Per il mio compleanno ho ricevuto… un mazzo di fiori appassito.
Li trovai sulla tavola del soggiorno, sistemati con una premura quasi grottesca in un vecchio vaso scheggiato. I petali erano cadenti, le foglie secche ai bordi. Avevano il tipico odore dolciastro e marcio dei rifiuti dimenticati.
— Da dove vengono i fiori? — chiesi freddamente a mio marito.
Lui, placido come sempre, sorseggiava il caffè, lo sguardo assente.
— Dal nostro cestino?
— Qualche idiota li ha buttati fuori prematuramente. Resisteranno ancora due settimane — disse con tranquillità. — Sono dei bei fiori…
— Hai deciso di regalarmi dei fiori presi da un bidone della spazzatura? È tutto ciò che merito?
— In realtà, non è un regalo per te. Ti avevo detto che non avrei preso nulla. Solo per bellezza.
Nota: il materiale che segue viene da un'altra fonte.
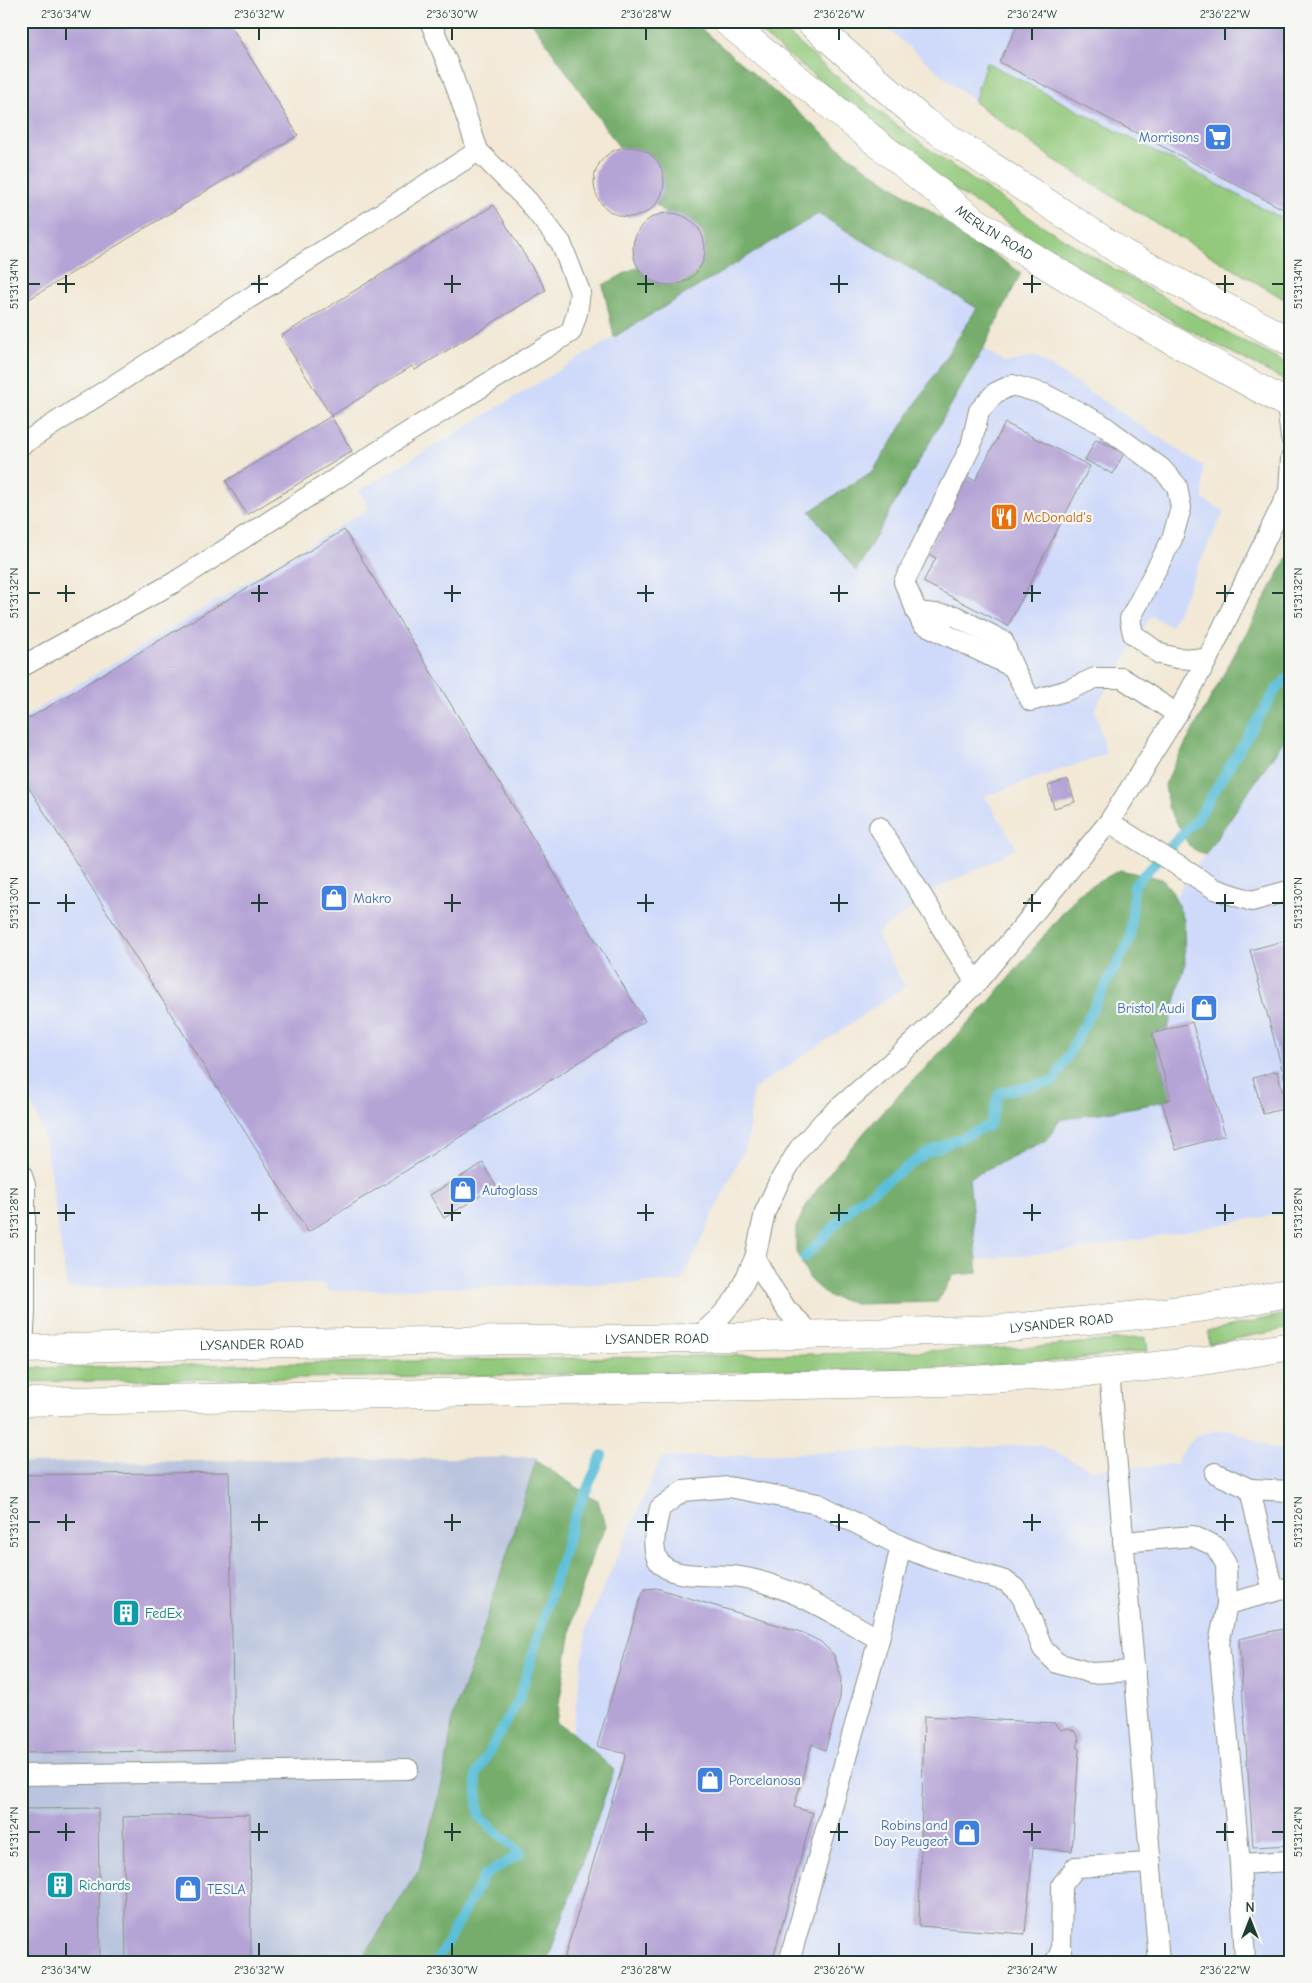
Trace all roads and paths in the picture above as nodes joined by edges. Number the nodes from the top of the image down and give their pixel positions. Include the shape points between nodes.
1 (430, 21) edge
2 (726, 21) edge
3 (810, 21) edge
4 (478, 151) junction
5 (1291, 342) edge
6 (1289, 405) edge
7 (1291, 438) edge
8 (21, 445) edge
9 (1291, 459) edge
10 (1290, 490) edge
11 (1207, 660) junction
12 (21, 667) edge
13 (1178, 714) junction
14 (1109, 822) junction
15 (879, 827) dead end
16 (1291, 890) edge
17 (976, 983) junction
18 (21, 1173) edge
19 (755, 1258) junction
20 (1291, 1292) edge
21 (814, 1335) junction
22 (697, 1338) junction
23 (1291, 1346) edge
24 (22, 1349) edge
25 (1109, 1371) junction
26 (21, 1402) edge
27 (1215, 1473) dead end
28 (1250, 1489) junction
29 (1291, 1490) edge
30 (1123, 1542) junction
31 (901, 1546) junction
32 (1282, 1590) edge
33 (1226, 1604) junction
34 (879, 1639) junction
35 (1135, 1670) junction
36 (408, 1769) dead end
37 (21, 1775) edge
38 (1291, 1862) edge
39 (1151, 1863) junction
40 (1240, 1864) junction
41 (789, 1962) edge
42 (1055, 1962) edge
43 (1159, 1962) edge
44 (1245, 1962) edge

1 - 4 lane
2 - 6 street, MERLIN ROAD via 973,220 1141,323
3 - 5 street via 923,121 1123,253
4 - 8 lane
4 - 12 lane via 527,200 561,243 580,292 572,332 407,433 176,582
6 - 7 lane
9 - 10 lane
10 - 11 lane
11 - 13 lane
11 - 13 lane via 1160,654 1133,634 1130,619 1172,539 1181,508 1177,486 1162,468 1100,423 1044,394 1012,385 995,393 979,412 971,446 904,582 916,612 955,616 1003,641 1031,701 1095,678 1122,678
13 - 14 lane
14 - 16 lane via 1215,889 1252,901
14 - 17 lane
15 - 17 lane
17 - 19 lane via 824,1121 799,1149 765,1212
18 - 24 lane via 25,1184
19 - 21 lane via 787,1310
19 - 22 lane via 737,1297
20 - 21 street, LYSANDER ROAD via 1168,1312 1000,1330
21 - 22 street, LYSANDER ROAD
22 - 24 street, LYSANDER ROAD
23 - 25 street via 1202,1361
25 - 26 street via 942,1382
25 - 30 lane
27 - 28 lane
28 - 29 lane
28 - 32 lane
30 - 33 lane via 1194,1536 1215,1546 1226,1564
30 - 35 lane
31 - 34 lane
31 - 34 lane via 818,1504 729,1487 683,1490 660,1508 654,1538 657,1560 667,1569 681,1574 734,1576 778,1586
31 - 35 lane via 1005,1581 1016,1589 1043,1649 1057,1663 1091,1673
32 - 33 lane
33 - 40 lane via 1218,1644
34 - 41 lane
35 - 39 lane
36 - 37 lane
38 - 40 lane
39 - 42 lane via 1076,1867 1062,1885 1061,1952
39 - 43 lane
40 - 44 lane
Scrollò le spalle, come se fosse la cosa più normale del mondo. Era tutto lì: l’assenza di rispetto, di calore, di qualsiasi forma di empatia. Un uomo che considerava il mio compleanno un fastidio logistico.
Mi sentii come una vecchia fotografia dimenticata in un cassetto. Non dissi nulla. Me ne andai in camera e piansi. Ma non fu solo tristezza. C’era qualcosa di più cupo, un seme che cominciava a germogliare.
I fiori rimasero lì per due giorni, poi lui stesso li ributtò dove li aveva trovati: sopra il coperchio del bidone. Senza una parola.
Io però non dimenticai.
E iniziai a pianificare.
Il suo anniversario arrivò due mesi dopo. Un sabato mattina. Si svegliò con la casa stranamente silenziosa. Nessun profumo di caffè, nessuna colazione pronta. Ma trovò un biglietto in cucina.
“Un regalo per te. In garage.”
Curioso e con l’aria già infastidita, scese. Aprì la porta del garage. E rimase immobile.
Davanti a lui c’era un pacco grande, avvolto malamente in carta da imballaggio, con un enorme fiocco rosso. Sul fianco, un’altra nota:
“Attento. È fragile. E prezioso.”
Lo aprì. Dentro trovò… una sedia. Ma non una sedia qualsiasi. Era la sua adorata poltrona da relax, quella su cui passava ore a guardare la TV, a dormire, a ignorarmi. Rivestita con sacchi della spazzatura. Incollati. Cuciti. Ogni cuscino era stato svuotato e riempito con… bucce di patate, pezzi di pane vecchio, lattine schiacciate e fogli unti di pizza.
In cima al tutto, un vecchio telecomando con scritto sopra con il rossetto:
“Ti ho regalato ciò che ritenevi sufficiente per me.”
Lui urlò il mio nome. Ma io non risposi. Me ne stavo in cucina, bevendo il mio caffè, sorridendo piano.
Quando finalmente salì, pallido, furioso, mi trovò a leggere il giornale.
— Sei impazzita?
— No, amore. Ho solo fatto qualcosa di bello. Solo per bellezza, sai?
Non ne parlammo più. Lui non mi regalò più fiori. Io non gliene chiesi mai più.
Ma da quel giorno… c’è stata una nuova forma di rispetto.
Il tipo di rispetto che nasce dalla paura sottile. Quella che si respira solo quando hai visto cosa può fare una donna con il cuore spezzato.